(Beirut, April 12, 2019) – UAE authorities should immediately free Ahmed Mansoor, an award-winning human rights activist whose health has been deteriorating rapidly as he carries out a hunger strike he began nearly a month ago, Human Rights Watch said today.
Following an unfair trial, Mansoor was sentenced to 10 years in prison in May 2018 based on his peaceful calls for reform. A source close to Mansoor, who is on hunger strike to protest his unjust imprisonment, said that his health is worsening, and he appears to have suffered massive weight loss.
“Ahmed Mansoor is risking his health to call attention to his deeply unjust imprisonment simply because he advocated for the kind of tolerant, progressive society the UAE claims to be,” said Sarah Leah Whitson, Middle East director at Human Rights Watch. “UAE authorities should immediately and unconditionally release Mansoor so that he can continue to serve as a voice for justice in a region desperately in need of it.”
Mansoor, who won the prestigious Martin Ennals award in 2015, is a member of the Human Rights Watch Middle East and North Africa Advisory Committee. The authorities have not revealed where he is being held. The Middle East and North Africa Advisory Committee members join Human Rights Watch in their concern for his well-being and the call for his immediate and unconditional release.

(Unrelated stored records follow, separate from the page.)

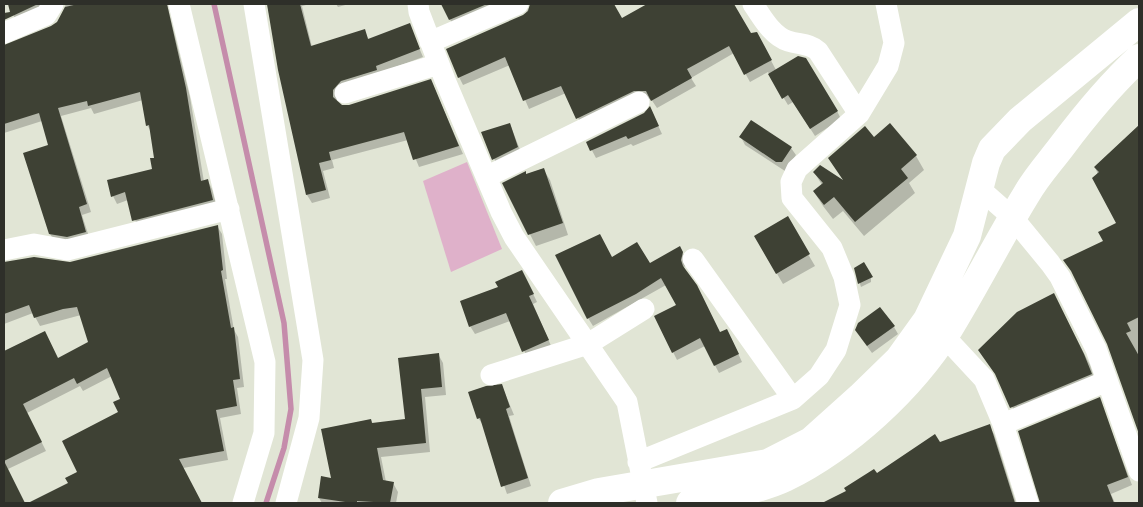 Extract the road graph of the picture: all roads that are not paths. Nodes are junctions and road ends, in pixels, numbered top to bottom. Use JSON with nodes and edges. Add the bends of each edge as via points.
{"nodes":[{"id":1,"x":54,"y":4,"type":"edge"},
{"id":2,"x":178,"y":4,"type":"edge"},
{"id":3,"x":254,"y":4,"type":"edge"},
{"id":4,"x":418,"y":4,"type":"edge"},
{"id":5,"x":518,"y":4,"type":"edge"},
{"id":6,"x":753,"y":4,"type":"edge"},
{"id":7,"x":886,"y":4,"type":"edge"},
{"id":8,"x":1139,"y":22,"type":"edge"},
{"id":9,"x":4,"y":32,"type":"edge"},
{"id":10,"x":430,"y":42,"type":"junction"},
{"id":11,"x":1139,"y":58,"type":"edge"},
{"id":12,"x":439,"y":64,"type":"junction"},
{"id":13,"x":345,"y":93,"type":"dead end"},
{"id":14,"x":639,"y":102,"type":"dead end"},
{"id":15,"x":859,"y":114,"type":"junction"},
{"id":16,"x":486,"y":177,"type":"junction"},
{"id":17,"x":979,"y":188,"type":"junction"},
{"id":18,"x":230,"y":209,"type":"junction"},
{"id":19,"x":1013,"y":218,"type":"junction"},
{"id":20,"x":4,"y":250,"type":"edge"},
{"id":21,"x":693,"y":259,"type":"dead end"},
{"id":22,"x":644,"y":309,"type":"dead end"},
{"id":23,"x":944,"y":336,"type":"junction"},
{"id":24,"x":588,"y":344,"type":"junction"},
{"id":25,"x":491,"y":375,"type":"dead end"},
{"id":26,"x":1107,"y":381,"type":"junction"},
{"id":27,"x":793,"y":399,"type":"junction"},
{"id":28,"x":1003,"y":424,"type":"junction"},
{"id":29,"x":1139,"y":471,"type":"edge"},
{"id":30,"x":643,"y":483,"type":"edge"},
{"id":31,"x":242,"y":503,"type":"edge"},
{"id":32,"x":286,"y":503,"type":"edge"},
{"id":33,"x":562,"y":503,"type":"edge"},
{"id":34,"x":690,"y":503,"type":"edge"},
{"id":35,"x":1028,"y":503,"type":"edge"}],
"edges":[{"from":1,"to":9,"type":"street","via":[[46,15]]},
{"from":2,"to":18,"type":"street"},
{"from":3,"to":32,"type":"street","via":[[313,360],[309,418]]},
{"from":4,"to":10,"type":"street"},
{"from":5,"to":10,"type":"street"},
{"from":6,"to":15,"type":"street","via":[[772,31],[786,41],[810,45],[818,51]]},
{"from":7,"to":15,"type":"street","via":[[894,44],[888,66]]},
{"from":8,"to":17,"type":"main road","via":[[1020,120],[992,149]]},
{"from":10,"to":12,"type":"street"},
{"from":11,"to":19,"type":"main road","via":[[1096,102],[1037,178]]},
{"from":12,"to":13,"type":"street"},
{"from":12,"to":16,"type":"street"},
{"from":14,"to":16,"type":"street"},
{"from":15,"to":27,"type":"street","via":[[797,169],[792,182],[792,198],[832,248],[844,277],[850,305],[836,350],[818,376]]},
{"from":16,"to":24,"type":"street","via":[[514,237]]},
{"from":17,"to":19,"type":"street"},
{"from":17,"to":30,"type":"main road","via":[[967,236],[927,320],[899,359],[835,420],[811,441],[768,463]]},
{"from":18,"to":20,"type":"street","via":[[67,250],[34,244]]},
{"from":18,"to":31,"type":"street","via":[[265,362],[264,433]]},
{"from":19,"to":23,"type":"main road"},
{"from":19,"to":26,"type":"street","via":[[1060,277],[1096,349]]},
{"from":21,"to":27,"type":"street"},
{"from":22,"to":24,"type":"street"},
{"from":23,"to":28,"type":"street","via":[[984,379]]},
{"from":23,"to":34,"type":"main road","via":[[893,397],[865,424],[817,460],[783,479]]},
{"from":24,"to":25,"type":"street"},
{"from":24,"to":30,"type":"street","via":[[627,402]]},
{"from":26,"to":28,"type":"street"},
{"from":26,"to":29,"type":"street"},
{"from":27,"to":30,"type":"street"},
{"from":28,"to":35,"type":"street"},
{"from":30,"to":33,"type":"main road"}]}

The authorities arrested Mansoor on March 20, 2017. For more than a year, he had no access to a lawyer and only very limited visits with family. On December 31, 2018, the Federal Supreme Court, the country’s court of last resort in state security cases, upheld his sentence, quashing his final chance at early release. In the weeks leading up to his arrest, Mansoor had criticized the UAE’s prosecution of activists for speech-related offenses. Mansoor had also used his Twitter account to draw attention to human rights violations across the region, including in Egypt and Yemen. He also signed a joint letter with other activists in the region calling on leaders at the Arab League summit in Jordan in March 2017 to release political prisoners in their countries.
In April 2011, UAE authorities detained Mansoor over his peaceful calls for reform and in November, after an unfair trial, the Federal Supreme Court in Abu Dhabi sentenced him to three years in prison for insulting the country’s top officials. Although the UAE president, Sheikh Khalifa bin Zayed Al Nahyan, pardoned Mansoor, authorities never returned his passport, subjecting him to a de facto travel ban. He has also faced physical assaults, death threats, government surveillance, and a sophisticated spyware attack.
Mansoor’s convictions and current sentence, resulting from his exercise of his right to free speech, his political opinions, and his status as a human rights defender, represent an act of brutal state repression that violates Mansoor’s rights under international human rights law, Human Rights Watch said.